A Annie CORDY
et à Jean RICHARD
Pour essayer, à mon tour,
de les faire rire.
Le maître d’hôtel ressemble à Vincent Tauriol. Il me présente un menu large comme les affiches du cirque Pinder et me demande avec un accent russe monté sur roulements à billes :
— Monsieur prrrendrrra caviarrr pour commencer ?
Je me trouve dans un restaurant typique nommé La Petite Sibérie. Je ne suis jamais allé en Sibérie (ça peut venir), mais je doute qu’il y fasse aussi chaud que dans cette boîte tapissée d’iconeries et de tentures pourpres. Je mate le Tauriol moscovite. Il est impavide, blême et attentif. Comme je potasse son catalogue, il insiste :
— Je conseille caviarrr pour commencement !
Moi, vous me connaissez ? J’ai horreur qu’on me pousse la main.
— Non, fais-je, le caviar, je le prends comme dessert, avec du sucre en poudre et des fraises des bois. Donnez-moi les hors-d’œuvre.
Le zig est obligé de rajuster son râtelier qu’il allait laisser choir dans la corbeille à pain.
Il reprend son menu éléphantesque comme une jeune mariée prend sa valise pour retourner chez sa mère après s’être aperçue qu’elle a épousé le cousin germain de Charpini.
Je peux donc me consacrer à mon turbin. Celui-ci est d’une simplicité enfantine : il consiste à filer un quidam que l’Interpol nous a signalé. Le Vieux m’a chargé de la besogne parce que le zig en question trempe dans une affaire assez sensas et qu’il ne veut pas prendre de risques en lui cloquant sur le paletot un limier de moindre grandeur. (Ne vous tracassez pas pour mes chevilles : je porte des bandes molletières sous mon grimpant.)

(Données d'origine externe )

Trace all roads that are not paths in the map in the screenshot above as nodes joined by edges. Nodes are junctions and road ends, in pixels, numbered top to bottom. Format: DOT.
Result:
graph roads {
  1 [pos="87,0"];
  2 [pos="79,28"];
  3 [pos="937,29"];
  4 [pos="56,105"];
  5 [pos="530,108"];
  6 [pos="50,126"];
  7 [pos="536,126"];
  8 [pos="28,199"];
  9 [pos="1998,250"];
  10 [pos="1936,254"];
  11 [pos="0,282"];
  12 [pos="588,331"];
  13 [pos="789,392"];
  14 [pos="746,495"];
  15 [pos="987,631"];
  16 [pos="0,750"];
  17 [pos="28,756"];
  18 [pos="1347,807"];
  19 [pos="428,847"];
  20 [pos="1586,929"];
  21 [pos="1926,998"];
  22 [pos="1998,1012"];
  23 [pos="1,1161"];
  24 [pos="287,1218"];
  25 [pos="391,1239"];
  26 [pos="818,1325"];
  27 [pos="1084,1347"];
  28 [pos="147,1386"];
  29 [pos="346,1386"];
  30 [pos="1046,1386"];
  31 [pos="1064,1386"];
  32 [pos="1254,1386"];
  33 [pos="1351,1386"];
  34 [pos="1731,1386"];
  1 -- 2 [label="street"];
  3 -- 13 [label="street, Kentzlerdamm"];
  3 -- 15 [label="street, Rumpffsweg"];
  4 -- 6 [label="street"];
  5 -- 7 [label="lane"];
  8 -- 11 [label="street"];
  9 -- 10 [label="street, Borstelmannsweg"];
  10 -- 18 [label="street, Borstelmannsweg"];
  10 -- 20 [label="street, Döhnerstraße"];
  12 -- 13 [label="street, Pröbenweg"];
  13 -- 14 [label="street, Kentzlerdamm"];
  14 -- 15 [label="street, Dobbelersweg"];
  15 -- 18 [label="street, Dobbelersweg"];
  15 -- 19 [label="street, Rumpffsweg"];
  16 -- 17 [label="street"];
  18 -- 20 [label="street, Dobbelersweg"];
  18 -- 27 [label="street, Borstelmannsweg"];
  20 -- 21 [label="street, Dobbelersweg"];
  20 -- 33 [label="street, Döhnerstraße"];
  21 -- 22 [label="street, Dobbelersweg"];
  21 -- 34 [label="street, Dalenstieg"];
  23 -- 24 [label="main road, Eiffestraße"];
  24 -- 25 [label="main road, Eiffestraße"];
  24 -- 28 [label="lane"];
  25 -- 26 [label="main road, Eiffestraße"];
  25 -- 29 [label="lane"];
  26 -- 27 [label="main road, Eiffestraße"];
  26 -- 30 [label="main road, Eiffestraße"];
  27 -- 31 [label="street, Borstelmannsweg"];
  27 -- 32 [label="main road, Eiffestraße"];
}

L’homme est assez jeune, assez grand, assez élégamment vêtu et assez proche de ma table pour que je puisse l’entendre mastiquer.
Il s’appelle — ou se fait appeler — Boris Alliachev. Il a le front bombé avec des cheveux fins, rares et blondasses, un visage triangulaire, des pommettes saillantes, des yeux proéminents, le teint pâle et les lèvres minces. Avec ça, l’air intelligent et plus maître de soi qu’un dompteur filant sa pogne dans le clapoir d’un tigre du Bengale.
On m’a signalé qu’il prenait ses repas du soir à la Petite Sibérie et, effectivement, on ne m’a pas enduit en erreur, comme dit Bérurier, puisque c’est la première personne que j’ai aperçue en entrant ici…
Un pick-up habilement dissimulé joue des trucs ruscofs qui feraient chialer un fabricant de poudre hilarante. Ces airs-là vous font évoquer les steppes neigeuses, les troïkas sur la piste blanche, les amours désespérées et un tas d’autres machins tous plus romantiques les uns que les autres.
Je subis l’envoûtement lacrymal de l’endroit en attaquant gaillardement ma purée de hareng, mes œufs mimosa, mes champignons à la grecque et tout le galimafrage en petits plats étalé devant moi dans des raviers de couleur.
La table qui me fait vis-à-vis est occupée par un couple. La femme est belle à ne plus en pouvoir. Elle a un décolleté qui foutrait le vertige à Maurice Herzog et une frimousse de jeune fille de bonne famille bien élevée mais perverse…
Son compagnon est fait pour aller avec elle à peu près comme Anthony Perkins pour aller avec Pauline Carton. C’est la grosse brute aux épaules de déménageur et à la tronche cubique. Il a les tifs en brosse et un cou qui servirait de raccord pour le pipe-line du Sahara.
Quand je vois des petites déesses entre les pattes de ces sortes d’enviandés, j’éprouve toujours une nostalgie qui part de l’extrémité de mes orteils pour rallier mon cerveau via le canal de Panama.
Avouez que c’est triste. De la confiture aux pourceaux, quoi !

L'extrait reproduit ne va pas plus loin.